WHAT TO WORK ON:
All the entries need to be quoted exactly, apart from the pictures, which you should drop.

ENTRIES SHOWN:
•••••

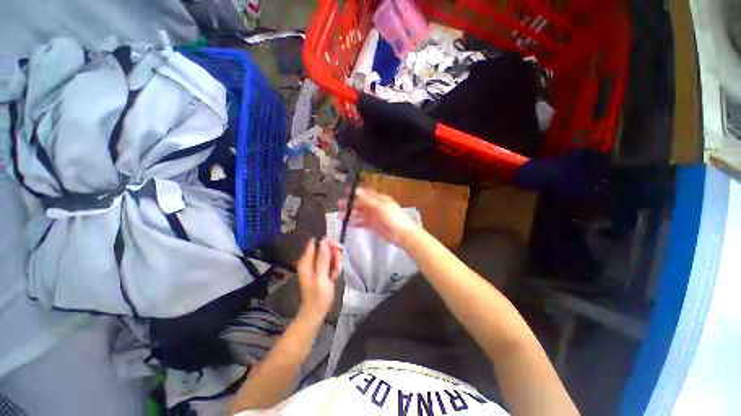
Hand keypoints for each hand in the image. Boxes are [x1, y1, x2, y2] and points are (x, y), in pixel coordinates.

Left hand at [296, 237, 341, 320]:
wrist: (315, 312)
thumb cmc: (318, 297)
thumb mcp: (321, 277)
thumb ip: (323, 259)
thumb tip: (323, 241)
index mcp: (306, 261)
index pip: (316, 242)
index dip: (327, 243)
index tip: (336, 248)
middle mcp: (310, 261)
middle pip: (325, 248)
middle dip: (334, 254)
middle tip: (337, 265)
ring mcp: (316, 266)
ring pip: (329, 255)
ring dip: (335, 262)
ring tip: (336, 273)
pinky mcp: (321, 270)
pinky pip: (330, 262)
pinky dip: (334, 267)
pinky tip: (335, 276)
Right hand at [338, 188, 418, 245]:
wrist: (402, 234)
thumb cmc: (392, 218)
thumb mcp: (379, 207)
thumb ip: (367, 200)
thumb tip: (356, 191)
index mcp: (379, 199)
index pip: (365, 193)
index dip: (355, 193)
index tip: (344, 193)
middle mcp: (375, 206)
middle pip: (361, 203)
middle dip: (350, 204)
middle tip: (338, 207)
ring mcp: (374, 216)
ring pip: (360, 213)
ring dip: (351, 214)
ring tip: (340, 217)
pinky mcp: (373, 225)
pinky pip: (363, 223)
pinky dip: (356, 223)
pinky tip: (349, 225)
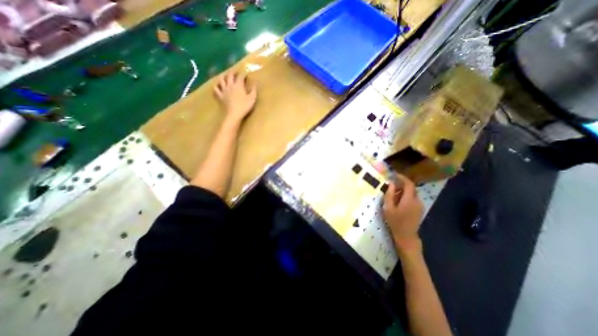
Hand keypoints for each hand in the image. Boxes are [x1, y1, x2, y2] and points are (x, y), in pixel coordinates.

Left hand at [215, 70, 256, 122]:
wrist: (233, 114)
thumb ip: (253, 90)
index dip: (243, 74)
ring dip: (223, 76)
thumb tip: (255, 83)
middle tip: (235, 72)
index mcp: (238, 85)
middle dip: (233, 72)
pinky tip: (218, 86)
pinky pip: (216, 89)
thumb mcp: (252, 99)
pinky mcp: (220, 96)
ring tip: (225, 76)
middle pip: (229, 75)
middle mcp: (230, 85)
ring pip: (221, 80)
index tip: (246, 74)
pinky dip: (216, 86)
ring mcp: (224, 90)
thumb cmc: (244, 107)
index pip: (240, 76)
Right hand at [383, 175, 424, 252]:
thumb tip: (392, 184)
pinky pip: (413, 199)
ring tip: (394, 194)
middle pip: (411, 188)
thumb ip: (390, 194)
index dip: (402, 178)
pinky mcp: (420, 209)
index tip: (395, 175)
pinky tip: (400, 201)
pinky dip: (407, 196)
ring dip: (404, 191)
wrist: (406, 236)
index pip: (409, 184)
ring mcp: (420, 205)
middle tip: (392, 186)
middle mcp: (417, 200)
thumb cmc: (395, 221)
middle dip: (402, 184)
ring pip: (412, 193)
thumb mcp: (388, 208)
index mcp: (409, 199)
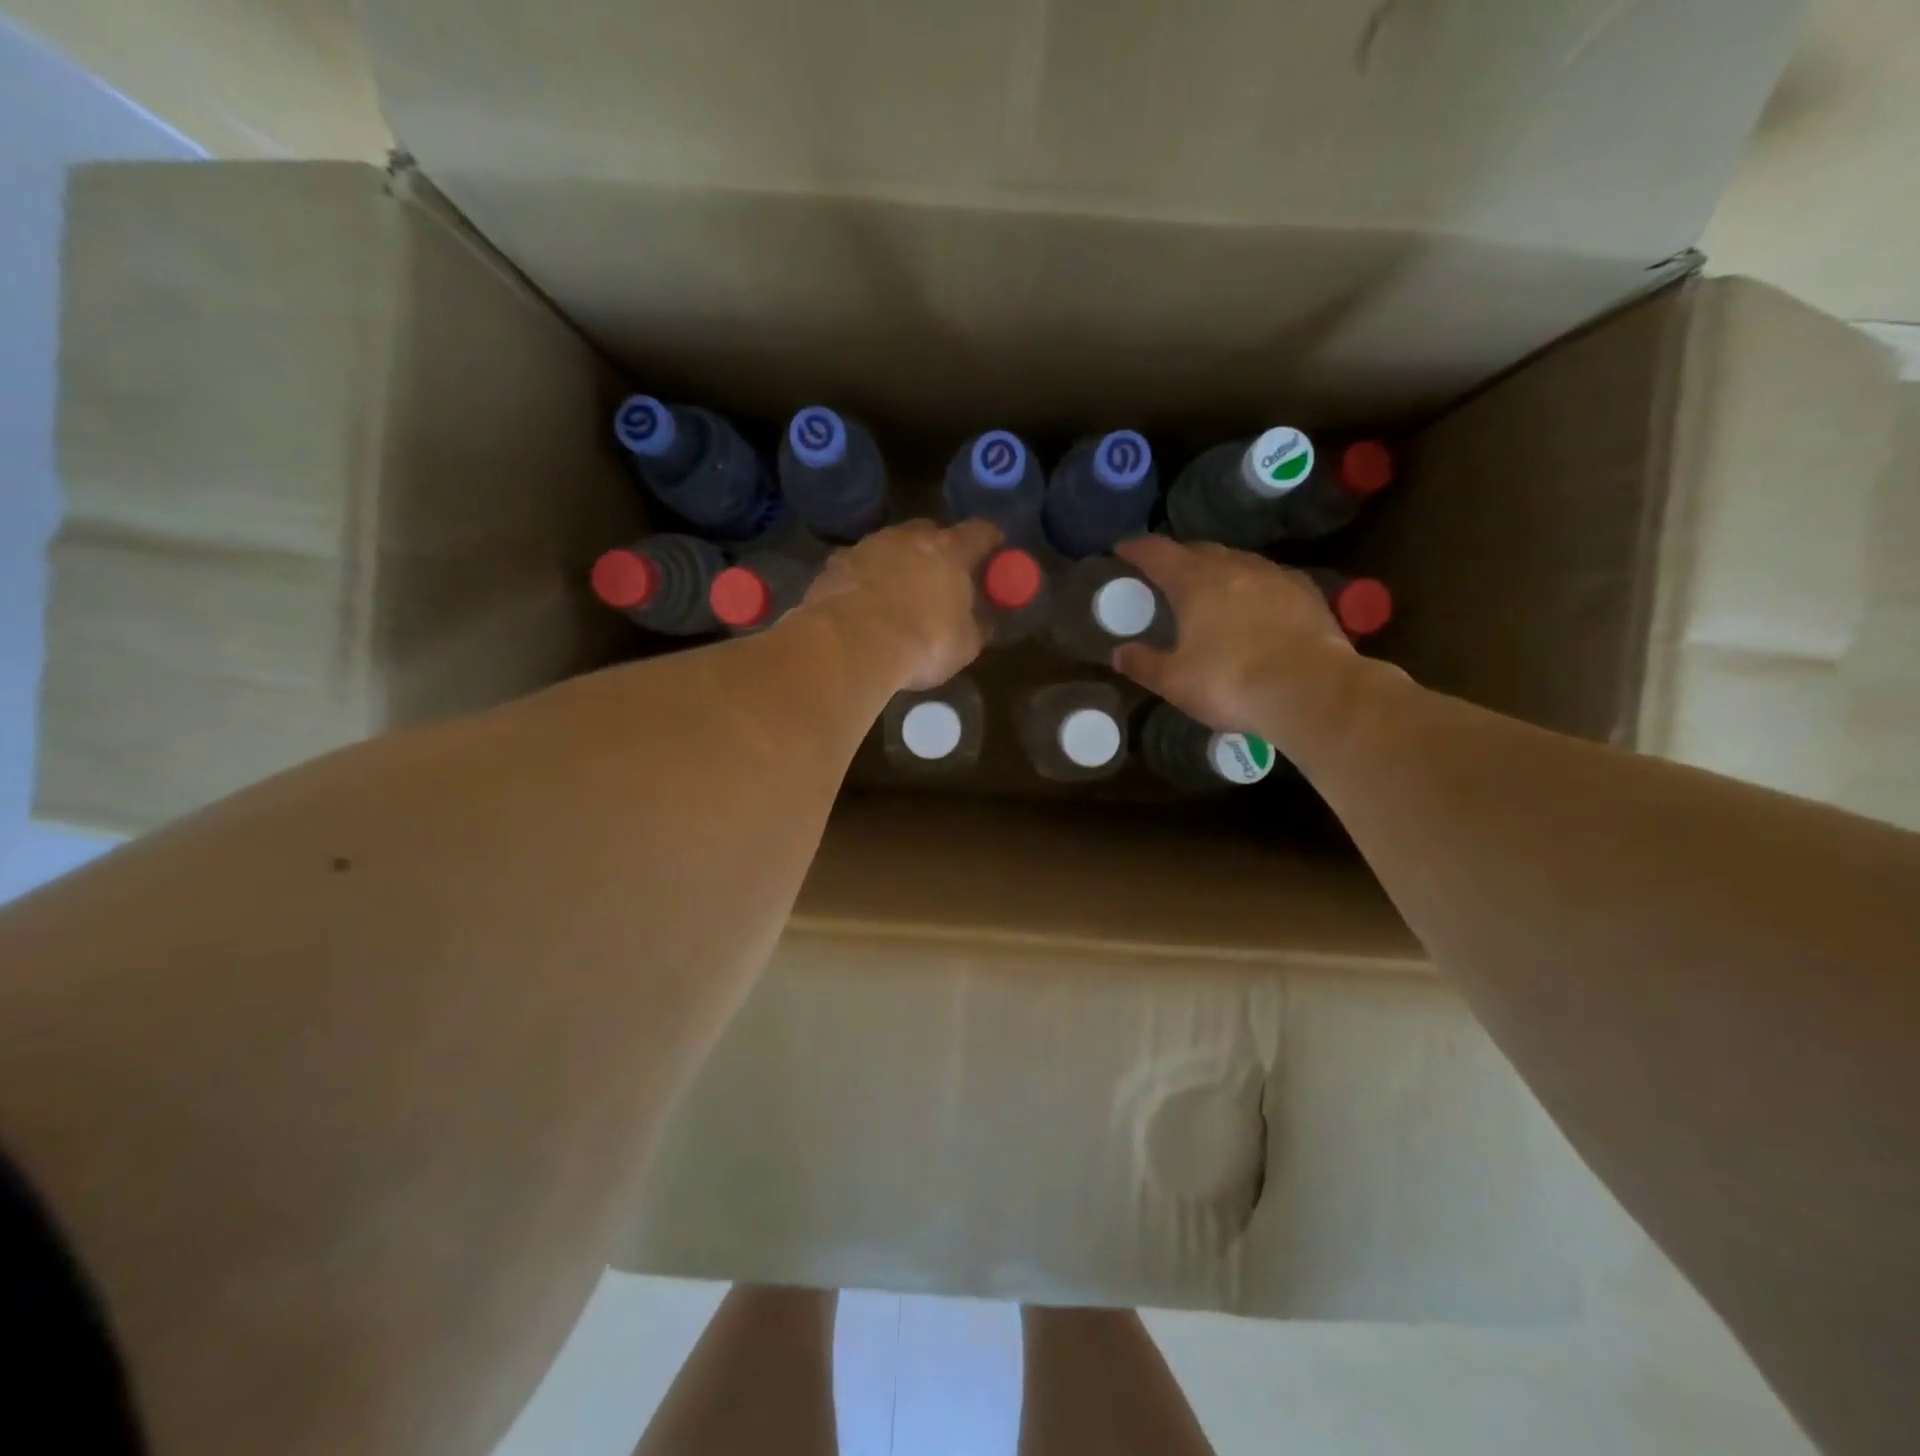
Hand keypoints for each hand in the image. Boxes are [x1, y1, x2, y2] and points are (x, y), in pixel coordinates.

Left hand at [800, 519, 1001, 689]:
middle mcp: (909, 537)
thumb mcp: (964, 645)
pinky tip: (864, 608)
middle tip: (941, 578)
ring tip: (897, 598)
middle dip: (938, 551)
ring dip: (897, 565)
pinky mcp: (835, 564)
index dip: (990, 541)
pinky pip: (859, 567)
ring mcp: (868, 546)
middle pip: (931, 532)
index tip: (994, 551)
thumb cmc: (922, 643)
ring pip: (890, 547)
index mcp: (950, 550)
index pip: (981, 532)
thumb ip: (977, 625)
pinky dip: (866, 581)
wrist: (850, 645)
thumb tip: (982, 619)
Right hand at [1111, 536, 1358, 739]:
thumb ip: (1144, 664)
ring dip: (1218, 568)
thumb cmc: (1232, 684)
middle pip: (1200, 550)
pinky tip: (1254, 602)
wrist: (1312, 691)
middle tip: (1165, 573)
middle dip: (1178, 557)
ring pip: (1238, 561)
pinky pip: (1270, 578)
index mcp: (1196, 583)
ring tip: (1208, 586)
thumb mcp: (1175, 682)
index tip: (1122, 548)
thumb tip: (1118, 653)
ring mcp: (1275, 577)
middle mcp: (1235, 568)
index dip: (1137, 548)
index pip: (1159, 553)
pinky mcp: (1306, 593)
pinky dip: (1252, 585)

•••••

SOLUTION:
Hand keypoints for each hand in the image. Boxes are [x1, y1, x2, y2] and points are (x, y), in pixel coordinates.

Left hand at [296, 237, 341, 320]:
wrist: (315, 312)
thumb cmc: (318, 297)
thumb mcp: (321, 277)
thumb ip: (323, 259)
thumb tip: (323, 241)
index mcp: (306, 261)
index pip: (316, 242)
index dip: (327, 243)
index tip: (336, 248)
middle mcp: (310, 261)
middle pip: (325, 248)
middle dip: (334, 254)
middle tip: (337, 265)
ring mcp: (316, 266)
ring pip: (329, 255)
ring dip: (335, 262)
ring tip: (336, 273)
pinky mcp: (321, 270)
pinky pip: (330, 262)
pinky dip: (334, 267)
pinky tip: (335, 276)
Right hand at [338, 188, 418, 245]:
wrist: (402, 234)
thumb cmc: (392, 218)
thumb mcp: (379, 207)
thumb ip: (367, 200)
thumb tip: (356, 191)
index mcp: (379, 199)
index pip: (365, 193)
index dip: (355, 193)
index tip: (344, 193)
middle mcp: (375, 206)
middle pip: (361, 203)
middle dip: (350, 204)
middle tip: (338, 207)
ring mcp: (374, 216)
ring pip: (360, 213)
ring dip: (351, 214)
ring tip: (340, 217)
pinky mcp: (373, 225)
pinky pip: (363, 223)
pinky dip: (356, 223)
pinky tip: (349, 225)
Hand keypoints for each hand in the image. Boxes are [x1, y1, x2, y2] and points are (x, y), in pixel coordinates.

Left hand at [215, 70, 256, 122]:
wrist: (233, 114)
thumb ip: (253, 90)
index dip: (243, 74)
ring dip: (223, 76)
thumb tip: (255, 83)
middle tip: (235, 72)
index mcp: (238, 85)
middle dip: (233, 72)
pinky tip: (218, 86)
pinky pip: (216, 89)
thumb mcp: (252, 99)
pinky mcp: (220, 96)
ring tip: (225, 76)
middle pip: (229, 75)
middle mcp: (230, 85)
ring pip: (221, 80)
index tip: (246, 74)
pinky dip: (216, 86)
ring mcp: (224, 90)
thumb cmc: (244, 107)
index pip: (240, 76)
Right hand at [383, 175, 424, 252]:
thumb tip: (392, 184)
pinky pip: (413, 199)
ring tip: (394, 194)
middle pip: (411, 188)
thumb ip: (390, 194)
index dip: (402, 178)
pinky mcp: (420, 209)
index tip: (395, 175)
pinky tip: (400, 201)
pinky dip: (407, 196)
ring dip: (404, 191)
wrist: (406, 236)
index pip: (409, 184)
ring mcp: (420, 205)
middle tip: (392, 186)
middle mcp: (417, 200)
thumb cmc: (395, 221)
middle dip: (402, 184)
ring pip: (412, 193)
thumb mcp: (388, 208)
index mcp: (409, 199)
Hand keypoints for each hand in the image. Boxes are [x1, y1, x2, y2] and points are (x, y), in pixel coordinates.

Left hand at [800, 519, 1001, 689]:
middle mcp: (909, 537)
thumb mcp: (964, 645)
pinky tip: (864, 608)
middle tip: (941, 578)
ring tip: (897, 598)
middle dip: (938, 551)
ring dip: (897, 565)
pinky mcp: (835, 564)
index dip: (990, 541)
pinky pip: (859, 567)
ring mcp: (868, 546)
middle pip: (931, 532)
index tip: (994, 551)
thumb cmc: (922, 643)
ring pip: (890, 547)
index mcp: (950, 550)
index pip: (981, 532)
thumb ip: (977, 625)
pinky dip: (866, 581)
wrist: (850, 645)
thumb tip: (982, 619)
Right hand at [1111, 536, 1358, 739]:
thumb ip: (1144, 664)
ring dip: (1218, 568)
thumb cmc: (1232, 684)
middle pip: (1200, 550)
pinky tip: (1254, 602)
wrist: (1312, 691)
middle tip: (1165, 573)
middle dip: (1178, 557)
ring pip: (1238, 561)
pinky pip: (1270, 578)
index mcp: (1196, 583)
ring tip: (1208, 586)
thumb mcp: (1175, 682)
index tip: (1122, 548)
thumb tip: (1118, 653)
ring mcp: (1275, 577)
middle mcp: (1235, 568)
index dip: (1137, 548)
index pip: (1159, 553)
pinky mcp: (1306, 593)
pinky dip: (1252, 585)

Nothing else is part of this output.